[Stored items]
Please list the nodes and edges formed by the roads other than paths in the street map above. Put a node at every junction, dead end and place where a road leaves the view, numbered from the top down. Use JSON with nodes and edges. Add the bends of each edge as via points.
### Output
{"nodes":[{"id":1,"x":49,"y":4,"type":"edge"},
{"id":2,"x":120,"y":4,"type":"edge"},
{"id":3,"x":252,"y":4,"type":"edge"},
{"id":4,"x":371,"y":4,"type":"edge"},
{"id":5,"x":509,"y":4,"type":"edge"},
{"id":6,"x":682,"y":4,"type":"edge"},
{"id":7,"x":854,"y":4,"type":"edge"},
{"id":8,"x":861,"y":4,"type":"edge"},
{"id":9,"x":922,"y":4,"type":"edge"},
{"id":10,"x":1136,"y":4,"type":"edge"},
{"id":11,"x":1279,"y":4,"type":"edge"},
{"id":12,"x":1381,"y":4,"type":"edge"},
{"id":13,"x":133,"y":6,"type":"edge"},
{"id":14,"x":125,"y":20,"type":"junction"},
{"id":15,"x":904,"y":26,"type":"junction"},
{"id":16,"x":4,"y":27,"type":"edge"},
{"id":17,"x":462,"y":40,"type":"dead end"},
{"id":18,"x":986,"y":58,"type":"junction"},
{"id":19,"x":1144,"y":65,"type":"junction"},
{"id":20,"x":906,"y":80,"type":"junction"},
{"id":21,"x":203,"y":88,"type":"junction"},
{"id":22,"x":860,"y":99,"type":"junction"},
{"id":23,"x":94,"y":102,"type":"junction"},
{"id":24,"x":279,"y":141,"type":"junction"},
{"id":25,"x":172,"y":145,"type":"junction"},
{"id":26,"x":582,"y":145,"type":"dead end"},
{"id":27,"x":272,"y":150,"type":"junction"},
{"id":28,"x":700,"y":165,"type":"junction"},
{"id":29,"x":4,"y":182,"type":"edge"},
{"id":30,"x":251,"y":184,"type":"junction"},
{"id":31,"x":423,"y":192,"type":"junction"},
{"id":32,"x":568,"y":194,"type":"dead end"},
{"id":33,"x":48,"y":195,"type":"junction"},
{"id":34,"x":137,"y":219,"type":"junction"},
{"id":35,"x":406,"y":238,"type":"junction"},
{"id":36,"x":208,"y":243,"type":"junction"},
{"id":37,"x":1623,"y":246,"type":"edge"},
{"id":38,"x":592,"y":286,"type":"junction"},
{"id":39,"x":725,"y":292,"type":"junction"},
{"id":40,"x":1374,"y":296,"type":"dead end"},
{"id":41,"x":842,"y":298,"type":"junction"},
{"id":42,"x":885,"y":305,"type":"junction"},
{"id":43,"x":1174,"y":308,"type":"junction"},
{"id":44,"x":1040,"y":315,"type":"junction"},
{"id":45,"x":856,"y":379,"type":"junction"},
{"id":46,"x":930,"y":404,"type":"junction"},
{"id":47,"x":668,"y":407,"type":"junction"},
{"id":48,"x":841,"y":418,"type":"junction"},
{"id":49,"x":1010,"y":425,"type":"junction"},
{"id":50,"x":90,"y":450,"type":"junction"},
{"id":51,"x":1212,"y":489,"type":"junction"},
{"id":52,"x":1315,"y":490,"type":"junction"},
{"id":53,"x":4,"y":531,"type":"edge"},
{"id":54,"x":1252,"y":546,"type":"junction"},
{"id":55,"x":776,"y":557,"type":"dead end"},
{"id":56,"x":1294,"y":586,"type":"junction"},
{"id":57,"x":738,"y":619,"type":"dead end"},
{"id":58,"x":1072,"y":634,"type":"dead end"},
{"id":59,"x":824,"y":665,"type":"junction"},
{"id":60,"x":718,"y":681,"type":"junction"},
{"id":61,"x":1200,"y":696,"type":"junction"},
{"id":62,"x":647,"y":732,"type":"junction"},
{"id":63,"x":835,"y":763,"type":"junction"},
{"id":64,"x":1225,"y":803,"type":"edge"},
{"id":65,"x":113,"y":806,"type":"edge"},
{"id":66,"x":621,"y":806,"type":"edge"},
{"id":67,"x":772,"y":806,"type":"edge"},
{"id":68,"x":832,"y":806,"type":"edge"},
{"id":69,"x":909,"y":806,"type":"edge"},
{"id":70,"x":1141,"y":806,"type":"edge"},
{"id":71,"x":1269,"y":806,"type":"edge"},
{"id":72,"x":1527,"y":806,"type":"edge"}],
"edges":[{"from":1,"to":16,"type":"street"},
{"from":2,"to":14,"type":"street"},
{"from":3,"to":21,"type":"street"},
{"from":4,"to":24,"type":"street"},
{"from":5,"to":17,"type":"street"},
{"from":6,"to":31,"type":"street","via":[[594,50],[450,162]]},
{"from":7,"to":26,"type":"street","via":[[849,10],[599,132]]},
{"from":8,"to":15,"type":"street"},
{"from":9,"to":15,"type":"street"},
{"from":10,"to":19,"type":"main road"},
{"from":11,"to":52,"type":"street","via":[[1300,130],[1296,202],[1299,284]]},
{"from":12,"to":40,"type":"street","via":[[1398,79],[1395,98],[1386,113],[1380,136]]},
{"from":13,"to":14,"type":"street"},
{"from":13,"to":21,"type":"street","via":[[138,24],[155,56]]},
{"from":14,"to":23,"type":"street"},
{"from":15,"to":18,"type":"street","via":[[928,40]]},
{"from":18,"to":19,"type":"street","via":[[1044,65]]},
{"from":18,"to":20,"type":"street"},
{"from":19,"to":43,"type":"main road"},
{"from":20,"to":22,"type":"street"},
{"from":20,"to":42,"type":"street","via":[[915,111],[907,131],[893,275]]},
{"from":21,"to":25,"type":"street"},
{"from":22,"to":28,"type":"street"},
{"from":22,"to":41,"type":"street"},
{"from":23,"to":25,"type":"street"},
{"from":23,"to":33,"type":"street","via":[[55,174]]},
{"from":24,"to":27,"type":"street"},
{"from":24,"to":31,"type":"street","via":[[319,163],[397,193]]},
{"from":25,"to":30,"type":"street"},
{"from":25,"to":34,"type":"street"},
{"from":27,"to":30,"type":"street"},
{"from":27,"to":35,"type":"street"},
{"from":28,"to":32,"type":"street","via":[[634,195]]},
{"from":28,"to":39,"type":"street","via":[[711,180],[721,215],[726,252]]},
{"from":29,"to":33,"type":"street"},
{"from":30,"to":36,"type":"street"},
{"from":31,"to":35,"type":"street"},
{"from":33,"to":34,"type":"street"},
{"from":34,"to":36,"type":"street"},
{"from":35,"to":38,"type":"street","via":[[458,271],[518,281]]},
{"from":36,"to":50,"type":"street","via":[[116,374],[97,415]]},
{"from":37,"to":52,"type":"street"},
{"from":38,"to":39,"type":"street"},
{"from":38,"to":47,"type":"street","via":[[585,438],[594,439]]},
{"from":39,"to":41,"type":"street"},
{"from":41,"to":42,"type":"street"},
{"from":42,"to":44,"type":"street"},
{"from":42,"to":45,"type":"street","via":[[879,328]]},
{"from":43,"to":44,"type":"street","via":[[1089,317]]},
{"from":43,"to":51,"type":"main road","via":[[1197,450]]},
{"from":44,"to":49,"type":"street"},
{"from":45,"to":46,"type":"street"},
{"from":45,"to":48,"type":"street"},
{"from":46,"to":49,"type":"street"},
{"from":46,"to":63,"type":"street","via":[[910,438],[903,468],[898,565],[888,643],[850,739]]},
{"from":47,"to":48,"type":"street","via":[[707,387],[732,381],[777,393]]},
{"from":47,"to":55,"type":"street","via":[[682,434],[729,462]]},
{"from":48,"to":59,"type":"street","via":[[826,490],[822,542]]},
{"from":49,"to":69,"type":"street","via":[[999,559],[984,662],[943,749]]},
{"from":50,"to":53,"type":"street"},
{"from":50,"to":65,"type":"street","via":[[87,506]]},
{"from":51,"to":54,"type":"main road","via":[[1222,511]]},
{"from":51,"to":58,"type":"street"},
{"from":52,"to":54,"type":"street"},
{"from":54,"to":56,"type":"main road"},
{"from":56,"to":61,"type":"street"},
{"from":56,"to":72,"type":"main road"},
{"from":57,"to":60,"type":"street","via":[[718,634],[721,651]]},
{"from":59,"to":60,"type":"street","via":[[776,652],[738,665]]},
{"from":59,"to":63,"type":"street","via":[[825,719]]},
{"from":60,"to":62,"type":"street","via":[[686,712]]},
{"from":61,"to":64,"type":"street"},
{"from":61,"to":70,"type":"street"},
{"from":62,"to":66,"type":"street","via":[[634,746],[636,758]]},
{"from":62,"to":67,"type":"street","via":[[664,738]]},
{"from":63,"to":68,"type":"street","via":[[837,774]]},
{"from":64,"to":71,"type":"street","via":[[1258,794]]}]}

• WHAT THE TASK REQUIRES:
Within the entries, find all lines holding "road" and copy each one.

• ANSWER TO THIS PROBLEM:
Please list the nodes and edges formed by the roads other than paths in the street map above. Put a node at every junction, dead end and place where a road leaves the view, numbered from the top down. Use JSON with nodes and edges. Add the bends of each edge as via points.
{"from":10,"to":19,"type":"main road"},
{"from":19,"to":43,"type":"main road"},
{"from":43,"to":51,"type":"main road","via":[[1197,450]]},
{"from":51,"to":54,"type":"main road","via":[[1222,511]]},
{"from":54,"to":56,"type":"main road"},
{"from":56,"to":72,"type":"main road"},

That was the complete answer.